▸ EXERCISE INSTRUCTIONS
From the entries below, copy out every line with "view" in it.
———
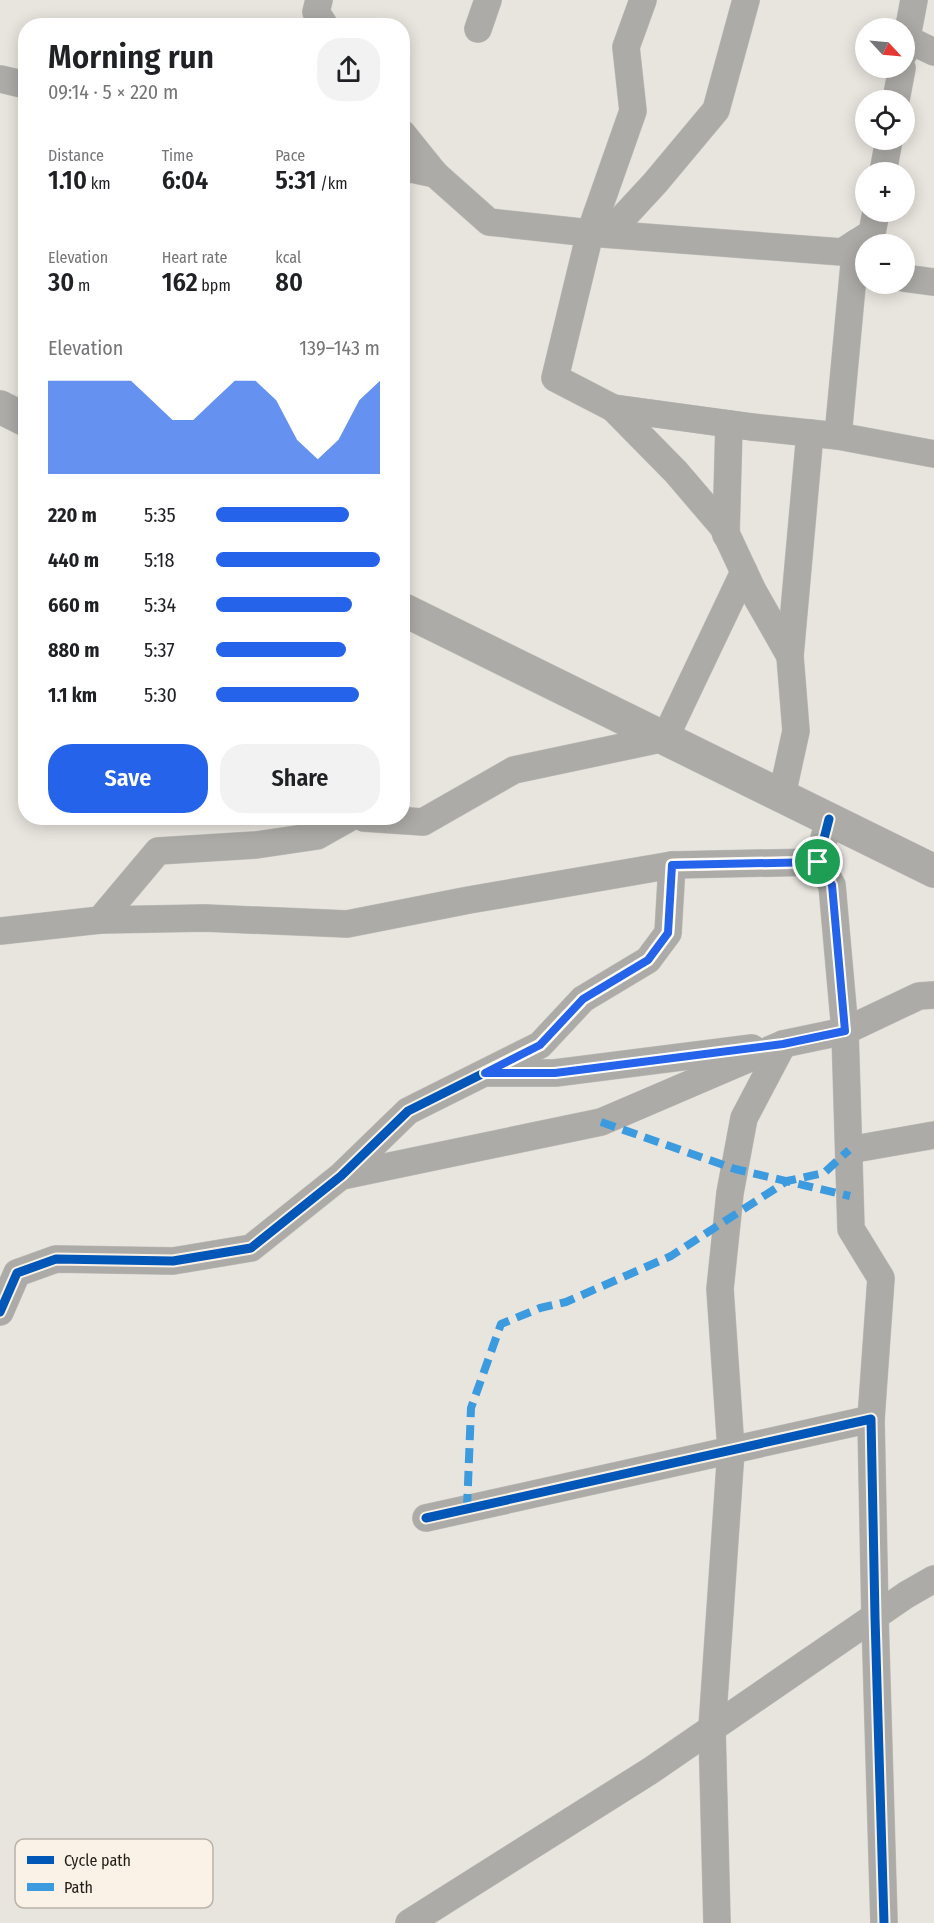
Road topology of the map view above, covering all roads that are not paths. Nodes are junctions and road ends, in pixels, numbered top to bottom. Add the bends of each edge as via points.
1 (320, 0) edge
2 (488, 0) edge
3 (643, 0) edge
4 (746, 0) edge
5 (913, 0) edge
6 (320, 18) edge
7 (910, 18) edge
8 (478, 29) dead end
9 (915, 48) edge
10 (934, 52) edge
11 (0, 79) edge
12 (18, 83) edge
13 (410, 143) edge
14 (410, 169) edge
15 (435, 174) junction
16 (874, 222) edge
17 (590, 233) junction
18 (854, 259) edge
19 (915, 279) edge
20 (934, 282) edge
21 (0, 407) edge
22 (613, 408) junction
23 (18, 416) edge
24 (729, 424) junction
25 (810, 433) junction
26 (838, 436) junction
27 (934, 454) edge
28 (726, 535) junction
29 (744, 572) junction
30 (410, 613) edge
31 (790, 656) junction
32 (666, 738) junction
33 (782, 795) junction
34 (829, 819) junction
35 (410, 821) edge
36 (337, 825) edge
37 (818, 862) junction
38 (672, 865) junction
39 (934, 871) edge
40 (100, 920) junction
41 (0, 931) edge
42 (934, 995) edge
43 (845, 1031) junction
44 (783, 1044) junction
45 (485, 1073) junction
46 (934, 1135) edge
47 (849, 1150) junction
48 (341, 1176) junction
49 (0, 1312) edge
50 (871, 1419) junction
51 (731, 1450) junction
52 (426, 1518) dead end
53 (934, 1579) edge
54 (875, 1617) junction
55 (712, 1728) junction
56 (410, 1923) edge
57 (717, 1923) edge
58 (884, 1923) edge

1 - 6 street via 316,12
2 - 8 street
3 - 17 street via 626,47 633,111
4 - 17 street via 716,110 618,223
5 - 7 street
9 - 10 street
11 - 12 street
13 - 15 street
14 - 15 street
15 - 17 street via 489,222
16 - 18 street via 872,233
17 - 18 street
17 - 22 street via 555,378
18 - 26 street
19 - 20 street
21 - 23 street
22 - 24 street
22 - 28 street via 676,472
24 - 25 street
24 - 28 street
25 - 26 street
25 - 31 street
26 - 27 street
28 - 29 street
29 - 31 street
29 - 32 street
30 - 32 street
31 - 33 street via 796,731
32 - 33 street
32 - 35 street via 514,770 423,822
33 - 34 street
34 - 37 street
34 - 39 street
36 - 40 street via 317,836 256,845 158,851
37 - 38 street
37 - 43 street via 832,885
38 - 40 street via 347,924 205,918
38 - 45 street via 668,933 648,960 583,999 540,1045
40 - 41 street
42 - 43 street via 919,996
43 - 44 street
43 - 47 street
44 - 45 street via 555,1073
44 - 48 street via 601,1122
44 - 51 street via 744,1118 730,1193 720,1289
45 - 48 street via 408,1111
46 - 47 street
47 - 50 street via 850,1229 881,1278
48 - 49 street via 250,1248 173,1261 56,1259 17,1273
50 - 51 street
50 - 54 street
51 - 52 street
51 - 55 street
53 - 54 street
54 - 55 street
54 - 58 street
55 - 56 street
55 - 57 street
———
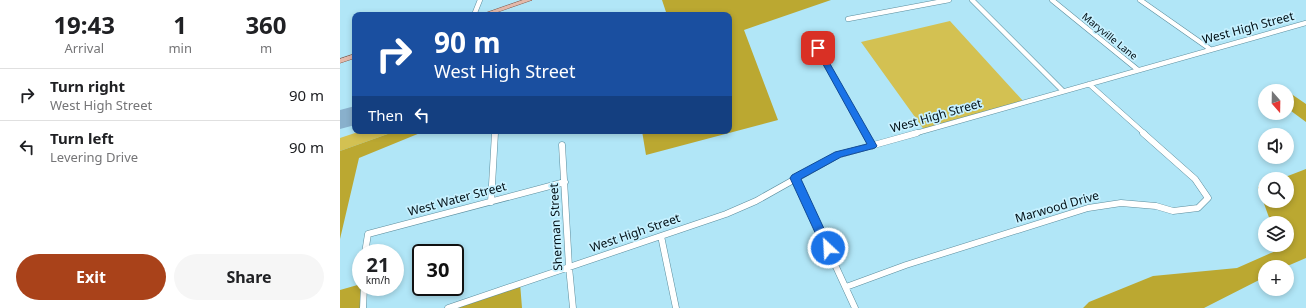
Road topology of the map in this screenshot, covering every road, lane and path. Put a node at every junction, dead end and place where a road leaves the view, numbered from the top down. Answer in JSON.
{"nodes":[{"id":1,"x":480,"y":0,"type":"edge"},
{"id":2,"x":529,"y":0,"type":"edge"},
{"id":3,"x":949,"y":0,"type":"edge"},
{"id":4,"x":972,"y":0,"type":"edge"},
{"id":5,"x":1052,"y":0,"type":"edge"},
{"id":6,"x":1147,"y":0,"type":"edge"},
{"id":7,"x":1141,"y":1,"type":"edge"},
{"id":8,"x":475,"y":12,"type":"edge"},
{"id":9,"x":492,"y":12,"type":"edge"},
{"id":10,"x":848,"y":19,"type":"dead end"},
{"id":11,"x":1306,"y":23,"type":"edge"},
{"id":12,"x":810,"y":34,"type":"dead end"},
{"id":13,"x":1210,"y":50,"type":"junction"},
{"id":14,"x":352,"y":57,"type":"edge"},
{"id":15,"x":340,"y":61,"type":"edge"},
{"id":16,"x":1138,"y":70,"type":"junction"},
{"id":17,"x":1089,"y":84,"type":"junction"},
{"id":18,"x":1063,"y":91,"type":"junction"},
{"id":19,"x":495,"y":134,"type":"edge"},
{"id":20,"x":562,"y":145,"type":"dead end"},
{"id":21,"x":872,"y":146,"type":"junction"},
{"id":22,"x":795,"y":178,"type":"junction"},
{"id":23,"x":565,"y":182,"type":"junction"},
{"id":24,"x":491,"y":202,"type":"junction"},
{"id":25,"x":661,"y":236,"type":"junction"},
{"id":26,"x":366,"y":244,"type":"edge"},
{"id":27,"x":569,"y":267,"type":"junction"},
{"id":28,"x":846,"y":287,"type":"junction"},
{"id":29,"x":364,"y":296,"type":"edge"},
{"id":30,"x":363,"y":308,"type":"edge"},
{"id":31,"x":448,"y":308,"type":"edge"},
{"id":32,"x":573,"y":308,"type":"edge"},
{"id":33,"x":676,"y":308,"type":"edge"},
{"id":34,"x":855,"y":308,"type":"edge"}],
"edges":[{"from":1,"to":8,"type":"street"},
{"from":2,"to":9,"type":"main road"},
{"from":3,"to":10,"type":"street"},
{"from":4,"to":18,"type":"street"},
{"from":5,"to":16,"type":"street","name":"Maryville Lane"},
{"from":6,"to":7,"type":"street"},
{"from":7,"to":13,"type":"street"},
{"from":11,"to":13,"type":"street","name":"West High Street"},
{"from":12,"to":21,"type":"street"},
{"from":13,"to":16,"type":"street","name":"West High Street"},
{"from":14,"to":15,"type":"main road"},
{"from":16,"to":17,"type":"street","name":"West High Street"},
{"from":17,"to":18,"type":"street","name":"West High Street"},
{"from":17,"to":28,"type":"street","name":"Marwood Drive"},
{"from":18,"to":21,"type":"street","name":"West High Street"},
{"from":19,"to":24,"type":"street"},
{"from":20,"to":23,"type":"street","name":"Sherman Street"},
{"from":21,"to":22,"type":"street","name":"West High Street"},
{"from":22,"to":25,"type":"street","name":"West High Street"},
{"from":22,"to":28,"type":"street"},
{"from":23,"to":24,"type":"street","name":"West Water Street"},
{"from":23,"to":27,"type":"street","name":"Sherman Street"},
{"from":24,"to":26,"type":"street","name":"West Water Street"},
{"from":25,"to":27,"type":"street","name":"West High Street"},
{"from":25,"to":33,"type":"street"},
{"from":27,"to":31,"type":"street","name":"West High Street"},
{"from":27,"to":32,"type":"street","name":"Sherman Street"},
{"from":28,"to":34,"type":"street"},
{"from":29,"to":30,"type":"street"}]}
———
▸ RESULT OF THE TASK
Road topology of the map view above, covering all roads that are not paths. Nodes are junctions and road ends, in pixels, numbered top to bottom. Add the bends of each edge as via points.
Road topology of the map in this screenshot, covering every road, lane and path. Put a node at every junction, dead end and place where a road leaves the view, numbered from the top down. Answer in JSON.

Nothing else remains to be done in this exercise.